Given data START
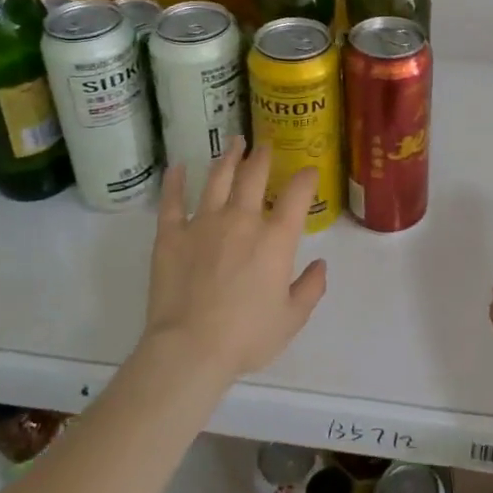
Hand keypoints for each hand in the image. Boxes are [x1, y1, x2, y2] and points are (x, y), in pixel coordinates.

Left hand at [140, 137, 327, 382]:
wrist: (190, 349)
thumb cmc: (247, 336)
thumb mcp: (291, 319)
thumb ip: (310, 288)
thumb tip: (320, 266)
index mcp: (276, 238)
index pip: (298, 194)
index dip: (306, 178)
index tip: (309, 171)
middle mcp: (242, 219)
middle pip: (254, 176)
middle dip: (263, 156)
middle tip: (266, 144)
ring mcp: (204, 223)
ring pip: (218, 179)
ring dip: (228, 158)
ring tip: (234, 143)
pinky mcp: (171, 235)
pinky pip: (173, 201)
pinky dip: (175, 182)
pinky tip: (177, 167)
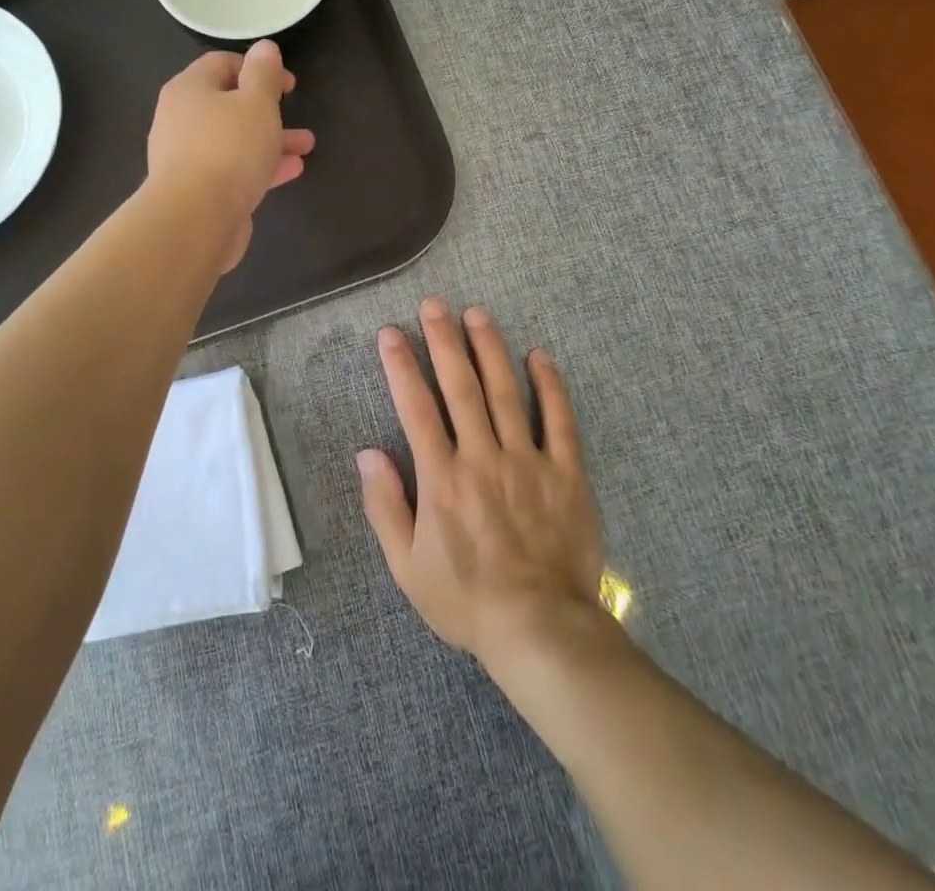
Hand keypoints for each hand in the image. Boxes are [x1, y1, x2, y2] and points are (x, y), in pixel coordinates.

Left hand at [146, 40, 314, 272]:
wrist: (196, 218)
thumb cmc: (229, 149)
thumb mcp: (256, 102)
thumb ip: (264, 73)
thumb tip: (265, 48)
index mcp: (189, 89)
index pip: (221, 63)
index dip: (257, 67)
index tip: (287, 83)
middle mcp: (181, 119)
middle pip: (227, 103)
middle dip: (267, 108)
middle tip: (294, 110)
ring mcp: (186, 157)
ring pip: (234, 139)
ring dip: (270, 139)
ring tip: (306, 145)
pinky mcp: (197, 189)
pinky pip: (233, 168)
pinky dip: (260, 165)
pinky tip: (291, 170)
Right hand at [356, 298, 604, 663]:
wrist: (541, 630)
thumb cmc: (466, 600)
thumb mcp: (406, 566)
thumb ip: (385, 506)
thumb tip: (368, 453)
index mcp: (441, 478)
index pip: (416, 408)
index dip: (401, 366)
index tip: (391, 332)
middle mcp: (482, 458)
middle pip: (460, 387)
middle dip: (444, 341)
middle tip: (434, 304)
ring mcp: (527, 462)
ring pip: (506, 392)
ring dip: (489, 349)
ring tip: (477, 314)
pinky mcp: (566, 473)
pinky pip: (559, 421)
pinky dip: (550, 386)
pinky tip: (539, 355)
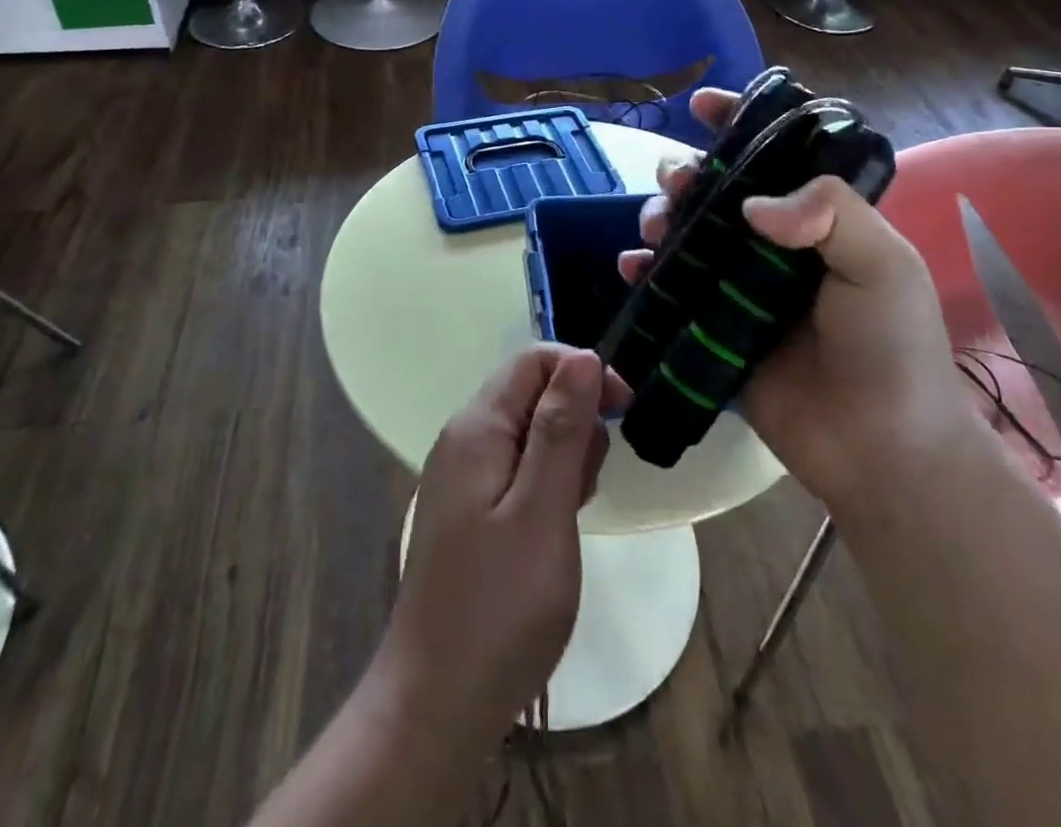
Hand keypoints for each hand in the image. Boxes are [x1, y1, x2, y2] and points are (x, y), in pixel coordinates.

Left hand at [378, 345, 630, 746]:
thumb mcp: (543, 509)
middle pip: (531, 393)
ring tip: (572, 513)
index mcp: (477, 427)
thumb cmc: (499, 605)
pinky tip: (555, 528)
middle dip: (575, 420)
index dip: (583, 371)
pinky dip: (547, 485)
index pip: (533, 360)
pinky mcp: (469, 512)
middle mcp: (463, 440)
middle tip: (588, 484)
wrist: (437, 702)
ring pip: (528, 433)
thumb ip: (561, 427)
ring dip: (565, 457)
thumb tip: (584, 357)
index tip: (623, 411)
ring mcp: (462, 477)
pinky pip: (518, 471)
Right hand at [621, 89, 974, 510]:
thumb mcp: (884, 264)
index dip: (739, 122)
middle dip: (686, 174)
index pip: (775, 155)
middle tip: (677, 183)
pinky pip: (666, 288)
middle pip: (716, 190)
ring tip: (655, 230)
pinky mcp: (709, 327)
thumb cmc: (891, 348)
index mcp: (819, 220)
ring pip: (684, 233)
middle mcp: (773, 246)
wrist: (878, 451)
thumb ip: (831, 213)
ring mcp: (737, 287)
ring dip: (659, 216)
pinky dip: (642, 272)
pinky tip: (631, 268)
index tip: (703, 105)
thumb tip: (753, 205)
Given data END
## Exercise instructions
Using the records above, report the count of lines holding "Left" and nothing else.

## Answer for the task
3